*RECORD EXCERPTS:*
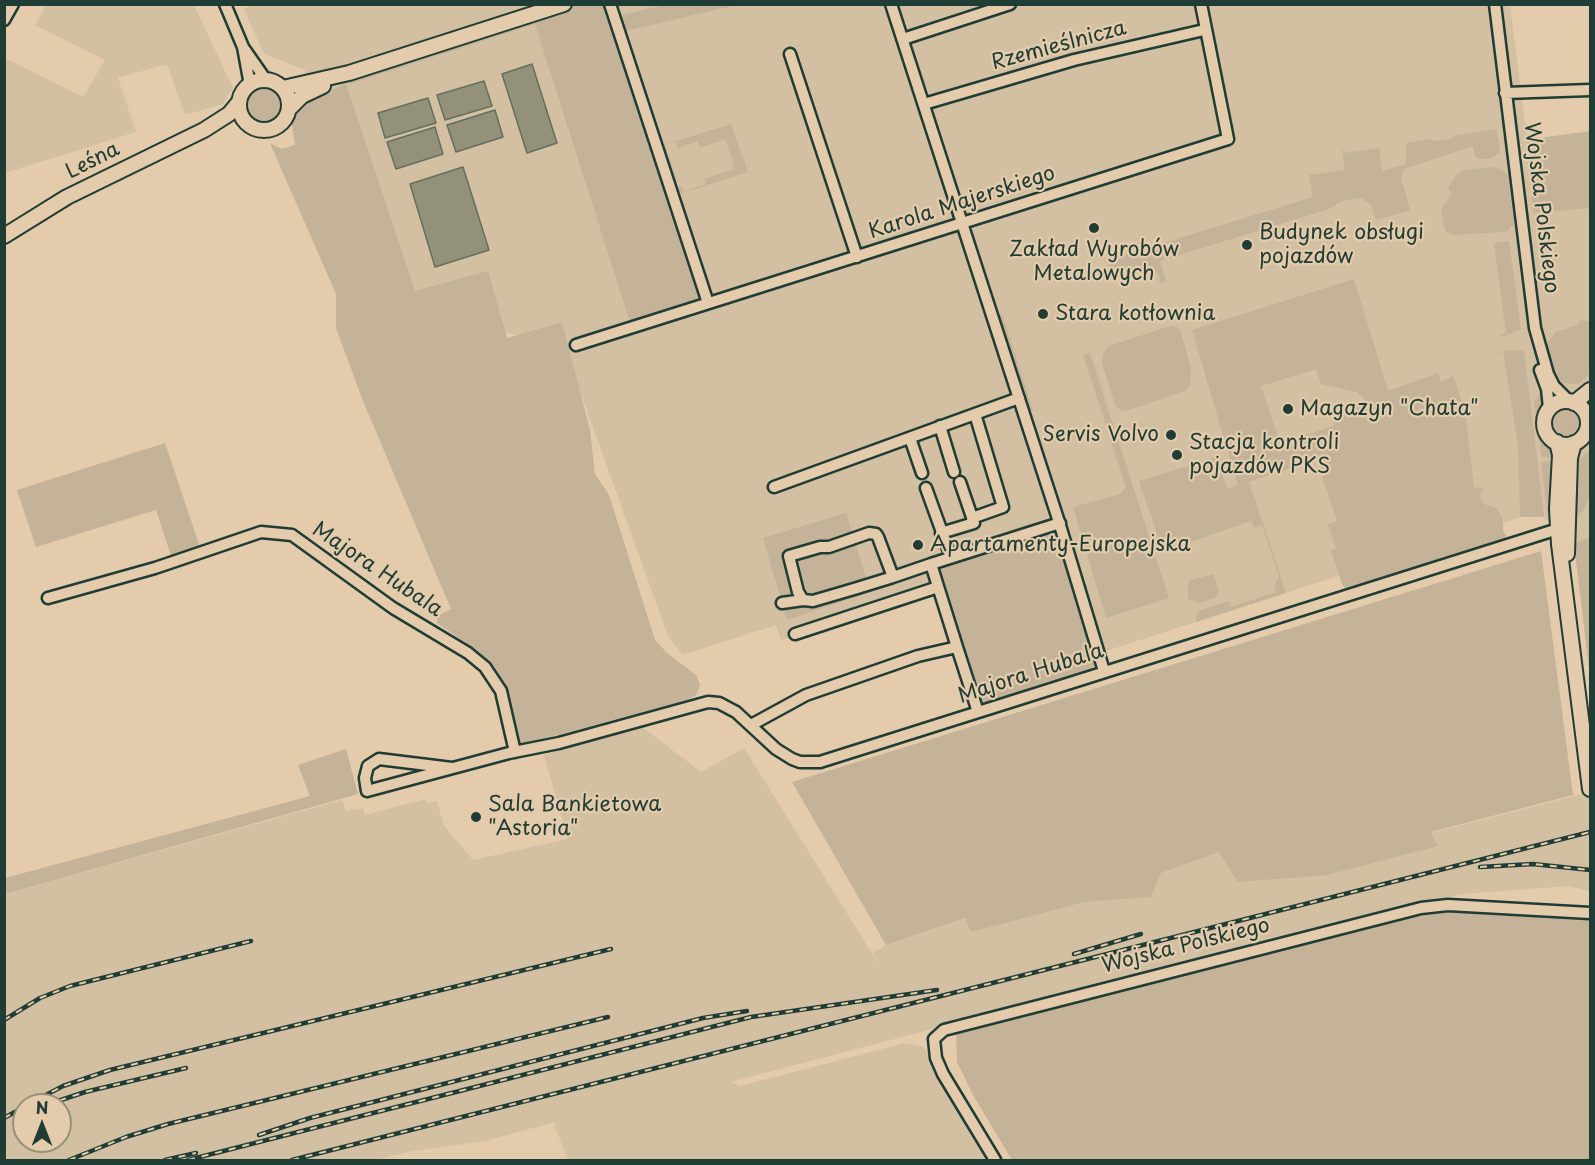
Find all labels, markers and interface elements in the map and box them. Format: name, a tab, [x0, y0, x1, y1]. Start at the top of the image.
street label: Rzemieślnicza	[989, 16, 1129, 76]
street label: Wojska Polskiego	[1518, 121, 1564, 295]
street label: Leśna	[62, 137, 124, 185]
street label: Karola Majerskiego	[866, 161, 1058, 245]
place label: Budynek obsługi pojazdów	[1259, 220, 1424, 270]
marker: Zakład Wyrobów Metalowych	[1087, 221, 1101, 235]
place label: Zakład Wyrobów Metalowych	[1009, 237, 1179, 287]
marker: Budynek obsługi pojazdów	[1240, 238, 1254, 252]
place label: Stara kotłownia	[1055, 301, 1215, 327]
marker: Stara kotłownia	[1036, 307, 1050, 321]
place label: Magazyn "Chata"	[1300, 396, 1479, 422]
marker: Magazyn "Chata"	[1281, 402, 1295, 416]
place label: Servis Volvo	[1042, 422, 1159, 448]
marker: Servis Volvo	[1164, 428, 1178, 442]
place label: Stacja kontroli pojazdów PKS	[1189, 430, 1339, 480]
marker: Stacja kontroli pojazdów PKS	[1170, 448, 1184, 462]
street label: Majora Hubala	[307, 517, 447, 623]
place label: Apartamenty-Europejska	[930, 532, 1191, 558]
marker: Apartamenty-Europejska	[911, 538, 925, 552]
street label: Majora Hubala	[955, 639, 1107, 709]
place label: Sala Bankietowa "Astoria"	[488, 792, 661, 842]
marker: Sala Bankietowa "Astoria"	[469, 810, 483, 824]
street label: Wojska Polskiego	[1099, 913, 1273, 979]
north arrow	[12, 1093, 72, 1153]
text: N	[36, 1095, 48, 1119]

*HOW TO COMPLETE THIS TASK:*
What is needed is an exact repeat of every entry above, with the pictures left out.

*WRITTEN ANSWER:*
Find all labels, markers and interface elements in the map and box them. Format: name, a tab, [x0, y0, x1, y1]. Start at the top of the image.
street label: Rzemieślnicza	[989, 16, 1129, 76]
street label: Wojska Polskiego	[1518, 121, 1564, 295]
street label: Leśna	[62, 137, 124, 185]
street label: Karola Majerskiego	[866, 161, 1058, 245]
place label: Budynek obsługi pojazdów	[1259, 220, 1424, 270]
marker: Zakład Wyrobów Metalowych	[1087, 221, 1101, 235]
place label: Zakład Wyrobów Metalowych	[1009, 237, 1179, 287]
marker: Budynek obsługi pojazdów	[1240, 238, 1254, 252]
place label: Stara kotłownia	[1055, 301, 1215, 327]
marker: Stara kotłownia	[1036, 307, 1050, 321]
place label: Magazyn "Chata"	[1300, 396, 1479, 422]
marker: Magazyn "Chata"	[1281, 402, 1295, 416]
place label: Servis Volvo	[1042, 422, 1159, 448]
marker: Servis Volvo	[1164, 428, 1178, 442]
place label: Stacja kontroli pojazdów PKS	[1189, 430, 1339, 480]
marker: Stacja kontroli pojazdów PKS	[1170, 448, 1184, 462]
street label: Majora Hubala	[307, 517, 447, 623]
place label: Apartamenty-Europejska	[930, 532, 1191, 558]
marker: Apartamenty-Europejska	[911, 538, 925, 552]
street label: Majora Hubala	[955, 639, 1107, 709]
place label: Sala Bankietowa "Astoria"	[488, 792, 661, 842]
marker: Sala Bankietowa "Astoria"	[469, 810, 483, 824]
street label: Wojska Polskiego	[1099, 913, 1273, 979]
north arrow	[12, 1093, 72, 1153]
text: N	[36, 1095, 48, 1119]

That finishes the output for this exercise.